2. Alors que les études épidémiologiques montrent qu’ils ne sont pas plus usagers que les autres, les sanctions en matière de drogues touchent essentiellement les jeunes de milieu populaire appartenant à des minorités, et ce, pour deux raisons. Ces derniers, à la différence des jeunes des classes moyennes ou aisées, qui consomment souvent à leur domicile, fument dans des espaces publics, où ils ont plus de risques de se faire prendre. Mais quand bien même les jeunes de milieu favorisé sont dehors, les policiers les ignorent le plus souvent, ou tout moins se montrent plus compréhensifs qu’avec ceux des cités.

« Dans la décennie 2000, les condamnations pour usage simple de cannabis ont été multipliées par trois, alors que les statistiques ne montraient pas d’accroissement de la consommation, tandis que les condamnations pour délits économiques et financiers baissaient d’un cinquième, dans un contexte de hausse du nombre de ces délits établis par la police. »

Le moment punitif des dernières décennies n’est donc pas seulement marqué par une plus grande sévérité ; il est aussi caractérisé par une discrimination socio-raciale à l’égard à la fois des délits que l’on juge sanctionnables et des personnes que l’on considère punissables. Peut-on parler de dysfonctionnement du système pénal ? Ne peut-on pas plutôt voir dans cette double dérive de l’inflation carcérale et du traitement inégal des délits et de ceux qui les commettent une manière d’énoncer et de renforcer l’ordre social, allant jusqu’à l’inscrire dans les corps ?
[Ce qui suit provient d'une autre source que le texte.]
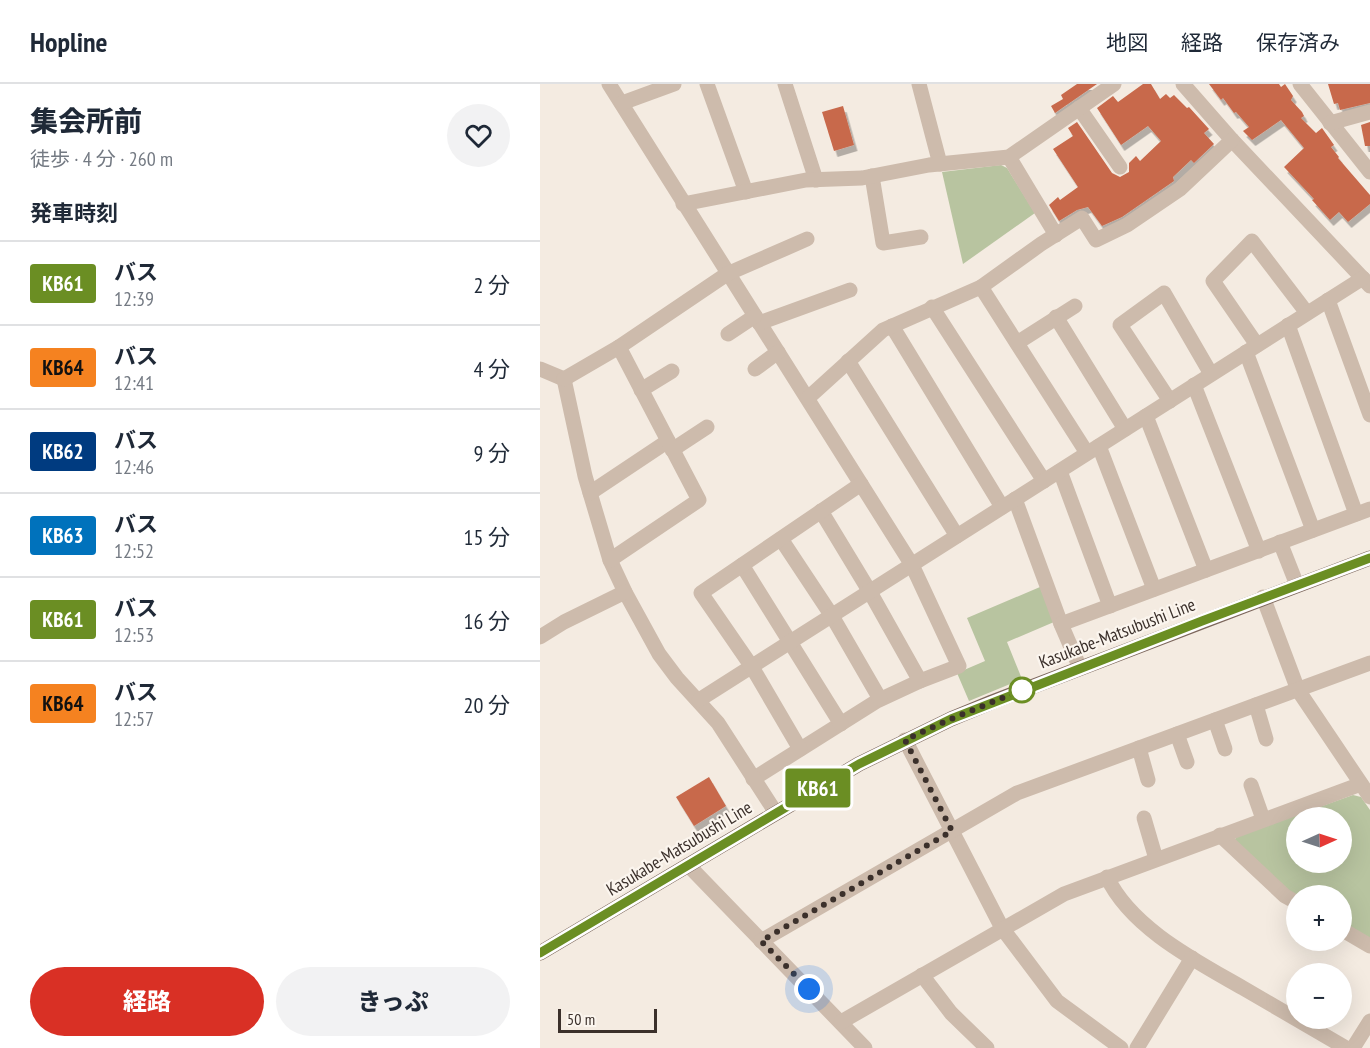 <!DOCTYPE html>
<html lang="ja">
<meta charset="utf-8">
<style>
body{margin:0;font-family:"PT Sans Narrow","Noto Sans JP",sans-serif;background:#f2f2f3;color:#1f2937;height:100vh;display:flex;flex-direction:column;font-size:22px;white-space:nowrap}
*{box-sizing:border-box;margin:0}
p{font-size:20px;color:#747a83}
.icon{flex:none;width:33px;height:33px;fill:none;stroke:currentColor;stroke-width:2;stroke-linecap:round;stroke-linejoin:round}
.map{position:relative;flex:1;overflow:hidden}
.panel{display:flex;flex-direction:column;background:#fff;width:540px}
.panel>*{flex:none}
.badge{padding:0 12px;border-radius:4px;font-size:21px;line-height:39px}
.needle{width:39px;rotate:87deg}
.tools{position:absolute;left:746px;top:723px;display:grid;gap:12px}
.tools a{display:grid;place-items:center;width:66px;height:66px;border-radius:50%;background:#fff;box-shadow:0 6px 24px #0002;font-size:30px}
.scale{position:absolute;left:18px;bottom:15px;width:99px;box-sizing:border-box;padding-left:6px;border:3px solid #3b302b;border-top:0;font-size:16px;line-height:21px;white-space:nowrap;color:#3b302b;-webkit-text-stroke:4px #fbf5ee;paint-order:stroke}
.you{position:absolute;width:30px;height:30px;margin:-15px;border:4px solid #fff;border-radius:50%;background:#1a73e8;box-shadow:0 0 0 9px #1a73e833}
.map>.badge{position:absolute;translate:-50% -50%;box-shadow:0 0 0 3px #fff}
h2{padding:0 30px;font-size:22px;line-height:54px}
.round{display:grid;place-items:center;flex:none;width:63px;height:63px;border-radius:32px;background:#f2f2f3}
.headline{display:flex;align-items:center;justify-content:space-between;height:102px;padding:0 30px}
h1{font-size:28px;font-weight:800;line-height:45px}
.action{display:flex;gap:12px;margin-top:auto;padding:12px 30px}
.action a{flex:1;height:69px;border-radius:36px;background:#d93025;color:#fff;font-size:24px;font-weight:800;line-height:69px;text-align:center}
.action a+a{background:#f2f2f3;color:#1f2937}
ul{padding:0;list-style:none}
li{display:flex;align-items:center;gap:18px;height:84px;padding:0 30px;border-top:2px solid #e0e1e3}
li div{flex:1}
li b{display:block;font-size:22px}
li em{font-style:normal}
li .badge{min-width:66px;font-weight:700;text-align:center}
header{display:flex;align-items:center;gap:36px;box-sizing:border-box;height:84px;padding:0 30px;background:#fff;border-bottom:2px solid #e0e1e3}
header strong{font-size:28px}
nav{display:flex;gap:33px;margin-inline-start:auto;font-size:21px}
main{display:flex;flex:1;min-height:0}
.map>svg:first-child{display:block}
.green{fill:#b8c4a0;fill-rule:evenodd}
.building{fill:#c8694b;filter:url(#shadow)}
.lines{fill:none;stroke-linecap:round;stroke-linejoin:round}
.minor{stroke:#cdbbac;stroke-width:15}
.major{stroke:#7d675c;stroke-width:15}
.line-casing{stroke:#fff;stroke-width:14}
.line{stroke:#6b8e23;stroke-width:9}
.walk{stroke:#3b302b;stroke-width:6;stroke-dasharray:0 10.8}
.stop-dot{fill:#fff;stroke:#6b8e23;stroke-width:3}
.labels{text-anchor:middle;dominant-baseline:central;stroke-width:4.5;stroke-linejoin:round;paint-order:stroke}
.street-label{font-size:18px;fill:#3b302b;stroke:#fbf5ee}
</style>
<header>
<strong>Hopline</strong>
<nav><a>地図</a><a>経路</a><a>保存済み</a></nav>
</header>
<main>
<section class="panel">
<div class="headline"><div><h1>集会所前</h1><p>徒歩 · 4 分 · 260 m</p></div><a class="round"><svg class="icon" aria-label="heart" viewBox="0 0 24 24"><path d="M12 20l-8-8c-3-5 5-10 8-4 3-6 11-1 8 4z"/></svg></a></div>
<h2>発車時刻</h2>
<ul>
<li><span class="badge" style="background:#6b8e23;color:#fff">KB61</span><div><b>バス</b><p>12:39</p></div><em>2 分</em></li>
<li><span class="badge" style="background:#f58220;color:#111">KB64</span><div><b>バス</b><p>12:41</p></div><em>4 分</em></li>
<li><span class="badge" style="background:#003b80;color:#fff">KB62</span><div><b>バス</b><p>12:46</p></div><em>9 分</em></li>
<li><span class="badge" style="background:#0072bc;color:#fff">KB63</span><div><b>バス</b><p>12:52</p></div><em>15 分</em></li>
<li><span class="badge" style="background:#6b8e23;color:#fff">KB61</span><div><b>バス</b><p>12:53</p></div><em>16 分</em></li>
<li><span class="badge" style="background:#f58220;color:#111">KB64</span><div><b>バス</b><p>12:57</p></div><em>20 分</em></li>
</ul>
<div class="action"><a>経路</a><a>きっぷ</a></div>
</section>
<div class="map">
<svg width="830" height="964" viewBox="0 0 830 964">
<defs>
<filter id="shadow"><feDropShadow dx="3.5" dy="6" stdDeviation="0" flood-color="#0004"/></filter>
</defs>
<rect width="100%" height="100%" fill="#f4ebe1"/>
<g class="green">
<path d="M461 81 467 84 495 129 423 180 402 88Z"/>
<path d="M500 503 514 538 467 558 482 595 429 617 417 589 445 577 427 534Z"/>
<path d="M813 711 821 713 830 726V856L801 838V812L757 811 746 805 692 757 700 751ZM756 734H801V778H756Z"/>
</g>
<g class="building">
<path d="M537 0H557L515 29 511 22 523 15 521 11Z"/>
<path d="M603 0H611L620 15 626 10 630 14 634 11 647 24 649 23 669 45 664 49 674 60 654 79 651 76 633 93 634 97 582 133 562 142 548 123 537 126 519 137 509 121 518 113 520 116 538 103 513 65 533 52 528 44 537 38 572 89 580 93 589 88V79L596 72 600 77 621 57 608 42 581 61 557 24 573 12 578 18Z"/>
<path d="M669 0H739L741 3 745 0 753 12 751 16 762 28 764 32 761 34 776 49 782 44 794 61 791 63 799 73 798 74 830 111V120L808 138 799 128 790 136 772 116 774 115 744 83 764 64 741 36 712 56 703 47 709 43 696 28 694 29 683 14 681 16Z"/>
<path d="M788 0H830V19L800 26 798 19 794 20Z"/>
<path d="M303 22 314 61 294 67 282 28Z"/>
<path d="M830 38V62H825L821 41Z"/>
<path d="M169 693 186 722 154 742 136 713Z"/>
</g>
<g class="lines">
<g class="minor">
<path d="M69 0 372 481 419 582 380 597 337 617 213 695"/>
<path d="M167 0 206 108"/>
<path d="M245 0 276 96"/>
<path d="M379 0 400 80"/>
<path d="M643 0 692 56 830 202"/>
<path d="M760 0 830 88"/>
<path d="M82 19 134 0"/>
<path d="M539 24 580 83"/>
<path d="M790 39 830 28"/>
<path d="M469 73 516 151"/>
<path d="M332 92 343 159 381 153"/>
<path d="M143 120 266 96 322 94 389 81 469 73 574 0"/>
<path d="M441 203 547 369"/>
<path d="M788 216 830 331"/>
<path d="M392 223 504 397"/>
<path d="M516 233 585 345"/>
<path d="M219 239 310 206"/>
<path d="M748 241 816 430"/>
<path d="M352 242 462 423"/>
<path d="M188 250 215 232"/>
<path d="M477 259 535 222"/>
<path d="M717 261 673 197 712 157 767 229"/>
<path d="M706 268 773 446"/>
<path d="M308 277 417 452"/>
<path d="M0 285 24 295"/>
<path d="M215 285 238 268"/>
<path d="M24 295 45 392 70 476 85 508 119 570 137 594 178 639 236 729"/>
<path d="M24 295 79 263 187 190 267 155"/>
<path d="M654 301 719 467"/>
<path d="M101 306 132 287"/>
<path d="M268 314 343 246 441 203 501 160 542 134 556 156 587 141 640 105 692 56"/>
<path d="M630 317 580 241 624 209 671 290"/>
<path d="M606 332 666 486"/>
<path d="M559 362 614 505"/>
<path d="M132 366 167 343"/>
<path d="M520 387 570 522"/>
<path d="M50 409 128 357"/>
<path d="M475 415 521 540 540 584"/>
<path d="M281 427 330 508 380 597"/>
<path d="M241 455 292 532 340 615"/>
<path d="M740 458 757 501"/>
<path d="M70 476 159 416 79 263"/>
<path d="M202 481 301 640"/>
<path d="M723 513 758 606 830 713"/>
<path d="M521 540 830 425"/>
<path d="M0 553 24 538 85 508"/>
<path d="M159 616 823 194"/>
<path d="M716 621 726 655"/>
<path d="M675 636 685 665"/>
<path d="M637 650 647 678"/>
<path d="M365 656 462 844 517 917 581 964"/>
<path d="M599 664 608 696"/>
<path d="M260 665 212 583 161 509 321 400"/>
<path d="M711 701 723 735"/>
<path d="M604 734 616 775"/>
<path d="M680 751 745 812 756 818"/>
<path d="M148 781 325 964"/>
<path d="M567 793C591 844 656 877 703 904 737 924 772 944 806 964"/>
<path d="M801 845 830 862"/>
<path d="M221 857 477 709 830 579"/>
<path d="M382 891 411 929 447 964"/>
<path d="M301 938 524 810 821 700"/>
<path d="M597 964 652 874"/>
<path d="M813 964 830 937"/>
</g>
<path class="major" d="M0 869 319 680 411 635 452 618 830 474"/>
</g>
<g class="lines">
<g class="line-casing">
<path id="line" d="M0 869 319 680 411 635 662 537 830 474"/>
</g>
<use href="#line" class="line"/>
<path class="walk" d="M269 905 221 857 412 747 365 656 411 635 482 606"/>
</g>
<circle class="stop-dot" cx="482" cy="606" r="12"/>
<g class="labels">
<g class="street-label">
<text transform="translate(577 549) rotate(-21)">Kasukabe-Matsubushi Line</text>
<text transform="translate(139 764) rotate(-31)">Kasukabe-Matsubushi Line</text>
</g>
</g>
</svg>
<div class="tools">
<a><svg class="needle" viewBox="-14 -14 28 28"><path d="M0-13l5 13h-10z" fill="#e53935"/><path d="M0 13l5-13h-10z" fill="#747a83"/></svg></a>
<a>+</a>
<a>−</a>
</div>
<div class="scale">50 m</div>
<div class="you" style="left:269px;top:905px"></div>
<b class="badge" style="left:278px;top:704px;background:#6b8e23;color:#fff">KB61</b>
</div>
</main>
Cette double dérive ne semble toutefois pas inéluctable. En Europe, certains pays, comme l’Allemagne et les Pays-Bas, ont récemment connu des baisses spectaculaires du nombre de leurs détenus, tandis que d’autres, comme la Suède, demeuraient à des niveaux relativement faibles. De même, aux États-Unis, pour des raisons qui tiennent pour les uns au coût des prisons et pour les autres à l’injustice du système, certains états ont eux aussi commencé à faire diminuer leur population carcérale. Si elle n’est pas la seule mesure en cause, la modification de la législation sur les stupéfiants visant à la rendre moins répressive, et donc aussi plus juste, a toujours des effets positifs réels et immédiats. Au-delà de faire baisser la population carcérale, une telle mesure évite la désocialisation du séjour en prison et l’entrée dans des réseaux délinquants ou criminels qui l’accompagne parfois, et elle réduit les inégalités sociales qui n’ont cessé de s’accroître au cours des trois dernières décennies presque partout en Europe.